Vous êtes trois, pouvez-vous dire à nos lecteurs qui vous êtes et quel fut votre rôle au sein de l’équipe du film ?
Sarah Geroux : Nous sommes techniquement quatre, avec Timothée. Je suis Sarah Geroux, et je pense que nous avons tous travaillé équitablement sur les différents aspects du film. Je pense pour ma part avoir plus été penchée sur l’organisation (entre la structure, la communication avec l’association…), la rédaction (des questions à nos voix off, de la note d’intention et des idées en général), et les expérimentations visuelles du film.

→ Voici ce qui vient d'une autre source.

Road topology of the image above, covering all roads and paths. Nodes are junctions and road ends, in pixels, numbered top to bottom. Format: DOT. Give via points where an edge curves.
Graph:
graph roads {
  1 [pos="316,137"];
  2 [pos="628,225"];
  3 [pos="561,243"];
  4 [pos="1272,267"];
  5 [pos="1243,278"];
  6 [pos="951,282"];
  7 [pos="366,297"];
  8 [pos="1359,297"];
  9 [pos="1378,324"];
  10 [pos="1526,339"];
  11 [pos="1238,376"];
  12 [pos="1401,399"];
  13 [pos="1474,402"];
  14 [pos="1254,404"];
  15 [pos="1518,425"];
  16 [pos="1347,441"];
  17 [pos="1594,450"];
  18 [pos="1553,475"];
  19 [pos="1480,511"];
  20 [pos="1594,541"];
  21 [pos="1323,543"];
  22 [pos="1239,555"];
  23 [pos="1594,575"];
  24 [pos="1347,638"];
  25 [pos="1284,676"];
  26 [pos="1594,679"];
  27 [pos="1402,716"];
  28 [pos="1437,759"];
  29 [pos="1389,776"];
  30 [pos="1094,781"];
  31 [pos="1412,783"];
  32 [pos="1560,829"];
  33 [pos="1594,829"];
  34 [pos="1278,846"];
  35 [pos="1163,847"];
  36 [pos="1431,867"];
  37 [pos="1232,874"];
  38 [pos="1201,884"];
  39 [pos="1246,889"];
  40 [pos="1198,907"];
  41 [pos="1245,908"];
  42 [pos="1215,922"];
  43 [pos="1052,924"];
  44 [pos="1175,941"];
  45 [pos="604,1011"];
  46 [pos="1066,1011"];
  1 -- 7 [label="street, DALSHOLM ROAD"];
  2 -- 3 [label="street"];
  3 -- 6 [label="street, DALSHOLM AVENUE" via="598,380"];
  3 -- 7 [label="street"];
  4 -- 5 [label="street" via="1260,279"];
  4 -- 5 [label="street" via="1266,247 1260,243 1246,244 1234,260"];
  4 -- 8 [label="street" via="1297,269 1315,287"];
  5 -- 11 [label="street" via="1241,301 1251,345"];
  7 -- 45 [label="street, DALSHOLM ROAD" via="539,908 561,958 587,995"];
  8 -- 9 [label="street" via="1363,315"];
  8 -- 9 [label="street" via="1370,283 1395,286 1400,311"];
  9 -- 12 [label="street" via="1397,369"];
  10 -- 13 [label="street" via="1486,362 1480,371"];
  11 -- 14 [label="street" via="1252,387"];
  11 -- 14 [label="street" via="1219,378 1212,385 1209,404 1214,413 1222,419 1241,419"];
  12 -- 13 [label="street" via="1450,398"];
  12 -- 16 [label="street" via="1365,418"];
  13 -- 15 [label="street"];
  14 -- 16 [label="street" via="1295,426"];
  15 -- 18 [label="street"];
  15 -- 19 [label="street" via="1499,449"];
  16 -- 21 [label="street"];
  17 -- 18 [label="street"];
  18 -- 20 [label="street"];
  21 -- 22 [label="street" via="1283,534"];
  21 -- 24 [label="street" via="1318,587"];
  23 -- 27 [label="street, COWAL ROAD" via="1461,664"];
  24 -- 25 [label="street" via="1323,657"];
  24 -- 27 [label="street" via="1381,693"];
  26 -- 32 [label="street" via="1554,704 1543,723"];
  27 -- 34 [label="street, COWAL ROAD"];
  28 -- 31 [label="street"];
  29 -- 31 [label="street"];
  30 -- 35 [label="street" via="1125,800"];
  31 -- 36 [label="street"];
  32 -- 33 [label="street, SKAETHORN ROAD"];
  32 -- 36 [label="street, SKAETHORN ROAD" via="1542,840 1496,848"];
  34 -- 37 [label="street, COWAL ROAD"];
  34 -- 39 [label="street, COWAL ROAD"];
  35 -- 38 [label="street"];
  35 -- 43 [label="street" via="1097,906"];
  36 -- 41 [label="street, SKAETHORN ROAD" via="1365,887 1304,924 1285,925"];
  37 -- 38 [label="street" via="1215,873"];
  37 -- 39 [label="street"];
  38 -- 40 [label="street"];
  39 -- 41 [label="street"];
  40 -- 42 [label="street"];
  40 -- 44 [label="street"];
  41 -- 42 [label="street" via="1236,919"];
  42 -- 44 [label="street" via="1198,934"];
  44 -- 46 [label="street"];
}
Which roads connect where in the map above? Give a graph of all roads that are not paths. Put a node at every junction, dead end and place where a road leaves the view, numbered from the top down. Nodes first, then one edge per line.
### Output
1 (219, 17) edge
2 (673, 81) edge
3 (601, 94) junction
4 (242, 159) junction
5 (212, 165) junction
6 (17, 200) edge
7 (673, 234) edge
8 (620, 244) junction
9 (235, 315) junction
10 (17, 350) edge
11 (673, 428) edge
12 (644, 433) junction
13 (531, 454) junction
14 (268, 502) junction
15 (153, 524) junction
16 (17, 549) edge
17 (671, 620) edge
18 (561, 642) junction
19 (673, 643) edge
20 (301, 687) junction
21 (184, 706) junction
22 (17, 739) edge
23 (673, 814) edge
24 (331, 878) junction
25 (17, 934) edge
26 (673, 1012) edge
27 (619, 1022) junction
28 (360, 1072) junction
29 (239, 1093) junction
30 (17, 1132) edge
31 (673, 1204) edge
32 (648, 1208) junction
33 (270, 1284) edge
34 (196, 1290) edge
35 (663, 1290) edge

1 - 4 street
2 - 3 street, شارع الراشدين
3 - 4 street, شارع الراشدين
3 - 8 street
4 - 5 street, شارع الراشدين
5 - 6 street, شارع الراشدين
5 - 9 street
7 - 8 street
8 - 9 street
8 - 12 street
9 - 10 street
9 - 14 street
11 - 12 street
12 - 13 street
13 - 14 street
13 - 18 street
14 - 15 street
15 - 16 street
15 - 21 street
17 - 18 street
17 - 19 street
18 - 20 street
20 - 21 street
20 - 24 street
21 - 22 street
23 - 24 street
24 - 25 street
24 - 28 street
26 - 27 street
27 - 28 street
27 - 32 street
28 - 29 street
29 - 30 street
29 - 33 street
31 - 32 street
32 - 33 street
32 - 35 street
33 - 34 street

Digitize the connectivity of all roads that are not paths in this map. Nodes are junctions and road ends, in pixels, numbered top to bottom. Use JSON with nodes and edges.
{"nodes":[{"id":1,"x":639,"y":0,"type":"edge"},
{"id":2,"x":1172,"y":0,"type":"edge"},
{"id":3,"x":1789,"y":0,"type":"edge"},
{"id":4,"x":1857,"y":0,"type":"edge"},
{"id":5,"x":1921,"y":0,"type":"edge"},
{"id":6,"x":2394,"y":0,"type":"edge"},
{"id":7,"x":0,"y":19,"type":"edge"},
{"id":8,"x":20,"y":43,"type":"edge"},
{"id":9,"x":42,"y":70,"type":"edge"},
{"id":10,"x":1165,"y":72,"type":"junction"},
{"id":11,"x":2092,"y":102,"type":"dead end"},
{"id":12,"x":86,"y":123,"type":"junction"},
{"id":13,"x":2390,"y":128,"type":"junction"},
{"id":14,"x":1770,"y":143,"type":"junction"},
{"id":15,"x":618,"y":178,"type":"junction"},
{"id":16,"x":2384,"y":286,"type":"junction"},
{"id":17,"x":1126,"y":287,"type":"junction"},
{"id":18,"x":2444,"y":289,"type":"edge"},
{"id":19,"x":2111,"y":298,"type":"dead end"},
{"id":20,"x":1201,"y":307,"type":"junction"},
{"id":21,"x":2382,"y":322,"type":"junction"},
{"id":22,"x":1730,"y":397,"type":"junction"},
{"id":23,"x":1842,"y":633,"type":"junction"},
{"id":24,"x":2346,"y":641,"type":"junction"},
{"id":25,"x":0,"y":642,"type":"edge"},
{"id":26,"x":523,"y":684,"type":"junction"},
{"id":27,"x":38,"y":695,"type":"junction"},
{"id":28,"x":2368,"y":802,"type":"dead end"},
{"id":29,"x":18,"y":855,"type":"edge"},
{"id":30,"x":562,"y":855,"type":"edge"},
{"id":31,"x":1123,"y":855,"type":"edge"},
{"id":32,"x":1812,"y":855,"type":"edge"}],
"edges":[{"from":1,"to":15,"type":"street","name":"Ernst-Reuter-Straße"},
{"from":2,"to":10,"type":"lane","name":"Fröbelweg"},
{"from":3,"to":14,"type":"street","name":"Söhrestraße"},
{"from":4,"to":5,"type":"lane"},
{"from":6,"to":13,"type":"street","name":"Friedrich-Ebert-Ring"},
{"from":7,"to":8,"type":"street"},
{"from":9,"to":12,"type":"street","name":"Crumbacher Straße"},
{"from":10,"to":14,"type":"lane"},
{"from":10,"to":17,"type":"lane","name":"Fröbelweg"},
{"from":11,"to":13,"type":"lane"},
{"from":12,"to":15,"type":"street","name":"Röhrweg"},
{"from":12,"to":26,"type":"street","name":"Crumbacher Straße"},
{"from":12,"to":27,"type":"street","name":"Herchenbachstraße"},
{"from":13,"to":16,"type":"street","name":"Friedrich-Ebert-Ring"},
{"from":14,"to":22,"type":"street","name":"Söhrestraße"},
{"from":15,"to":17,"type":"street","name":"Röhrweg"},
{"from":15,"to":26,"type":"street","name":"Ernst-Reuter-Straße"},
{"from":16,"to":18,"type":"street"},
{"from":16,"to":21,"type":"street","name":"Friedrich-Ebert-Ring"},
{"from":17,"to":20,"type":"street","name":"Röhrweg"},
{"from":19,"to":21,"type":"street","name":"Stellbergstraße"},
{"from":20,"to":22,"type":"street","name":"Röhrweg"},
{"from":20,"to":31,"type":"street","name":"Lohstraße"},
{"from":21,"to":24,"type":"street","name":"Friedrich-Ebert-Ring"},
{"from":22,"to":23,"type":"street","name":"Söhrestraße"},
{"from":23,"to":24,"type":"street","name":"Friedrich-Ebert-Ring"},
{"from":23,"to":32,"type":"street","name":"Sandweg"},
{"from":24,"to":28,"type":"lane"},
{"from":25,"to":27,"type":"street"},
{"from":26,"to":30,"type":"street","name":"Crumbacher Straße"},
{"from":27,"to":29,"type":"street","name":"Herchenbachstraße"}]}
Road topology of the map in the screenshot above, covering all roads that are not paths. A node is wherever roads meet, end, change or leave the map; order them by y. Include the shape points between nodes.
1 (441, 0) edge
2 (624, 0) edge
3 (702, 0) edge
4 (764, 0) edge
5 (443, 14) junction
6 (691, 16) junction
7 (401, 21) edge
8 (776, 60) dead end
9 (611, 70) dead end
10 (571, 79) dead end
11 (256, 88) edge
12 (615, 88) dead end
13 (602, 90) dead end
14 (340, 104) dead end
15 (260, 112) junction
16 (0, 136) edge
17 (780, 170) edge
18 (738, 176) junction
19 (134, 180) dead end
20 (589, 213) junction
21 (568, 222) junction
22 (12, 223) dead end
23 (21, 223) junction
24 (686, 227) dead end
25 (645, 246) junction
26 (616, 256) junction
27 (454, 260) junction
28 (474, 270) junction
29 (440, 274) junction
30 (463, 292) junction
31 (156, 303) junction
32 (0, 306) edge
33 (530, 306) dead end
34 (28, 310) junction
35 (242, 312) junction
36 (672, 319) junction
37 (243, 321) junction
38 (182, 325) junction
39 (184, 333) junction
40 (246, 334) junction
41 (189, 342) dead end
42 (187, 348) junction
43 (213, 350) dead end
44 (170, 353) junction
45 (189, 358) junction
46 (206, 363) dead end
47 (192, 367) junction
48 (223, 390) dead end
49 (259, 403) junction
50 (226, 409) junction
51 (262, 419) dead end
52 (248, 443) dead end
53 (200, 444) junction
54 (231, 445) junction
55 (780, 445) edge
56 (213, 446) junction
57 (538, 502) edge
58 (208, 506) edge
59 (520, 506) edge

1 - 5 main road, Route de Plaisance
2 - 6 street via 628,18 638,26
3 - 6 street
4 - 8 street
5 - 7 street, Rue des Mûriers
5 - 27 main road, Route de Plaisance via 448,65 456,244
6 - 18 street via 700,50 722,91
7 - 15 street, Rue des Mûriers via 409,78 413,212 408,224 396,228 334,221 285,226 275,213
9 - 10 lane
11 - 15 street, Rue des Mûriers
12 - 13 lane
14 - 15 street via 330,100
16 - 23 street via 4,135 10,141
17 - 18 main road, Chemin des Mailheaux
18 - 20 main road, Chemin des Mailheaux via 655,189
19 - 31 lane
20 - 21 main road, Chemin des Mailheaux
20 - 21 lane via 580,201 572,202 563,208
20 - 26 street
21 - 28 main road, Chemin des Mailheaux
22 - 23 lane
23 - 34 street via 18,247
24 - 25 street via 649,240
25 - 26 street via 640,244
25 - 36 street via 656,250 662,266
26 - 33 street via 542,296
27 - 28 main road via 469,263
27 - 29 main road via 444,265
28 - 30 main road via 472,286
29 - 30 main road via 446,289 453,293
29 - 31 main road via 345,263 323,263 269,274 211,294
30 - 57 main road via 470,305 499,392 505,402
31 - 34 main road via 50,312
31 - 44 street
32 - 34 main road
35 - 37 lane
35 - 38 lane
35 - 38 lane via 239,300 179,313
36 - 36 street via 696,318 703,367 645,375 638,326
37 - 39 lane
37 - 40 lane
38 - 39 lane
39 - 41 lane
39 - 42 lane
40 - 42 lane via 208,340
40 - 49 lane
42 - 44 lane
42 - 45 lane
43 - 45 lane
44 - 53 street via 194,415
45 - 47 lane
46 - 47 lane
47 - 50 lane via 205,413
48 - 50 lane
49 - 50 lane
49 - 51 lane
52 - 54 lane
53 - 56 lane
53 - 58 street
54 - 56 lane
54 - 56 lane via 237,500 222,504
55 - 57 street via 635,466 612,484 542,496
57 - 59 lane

Jennifer Ni : Je suis Jennifer Ni. J’ai travaillé surtout sur la conceptualisation du film, et la recherche de professionnels à interviewer pour nous aider à sa réalisation. J’ai également réalisé l’affiche du film, ainsi que les typographies du titre et du générique.
Matthieu “nature” : Moi c’est Matthieu mais j’utilise le pseudo « nature » quand je fais des films écolos, j’ai essentiellement été en post production (montage, étalonnage, montage son etc.) puis réalisé certaines expérimentations de peinture numérique et photographié l’affiche du film.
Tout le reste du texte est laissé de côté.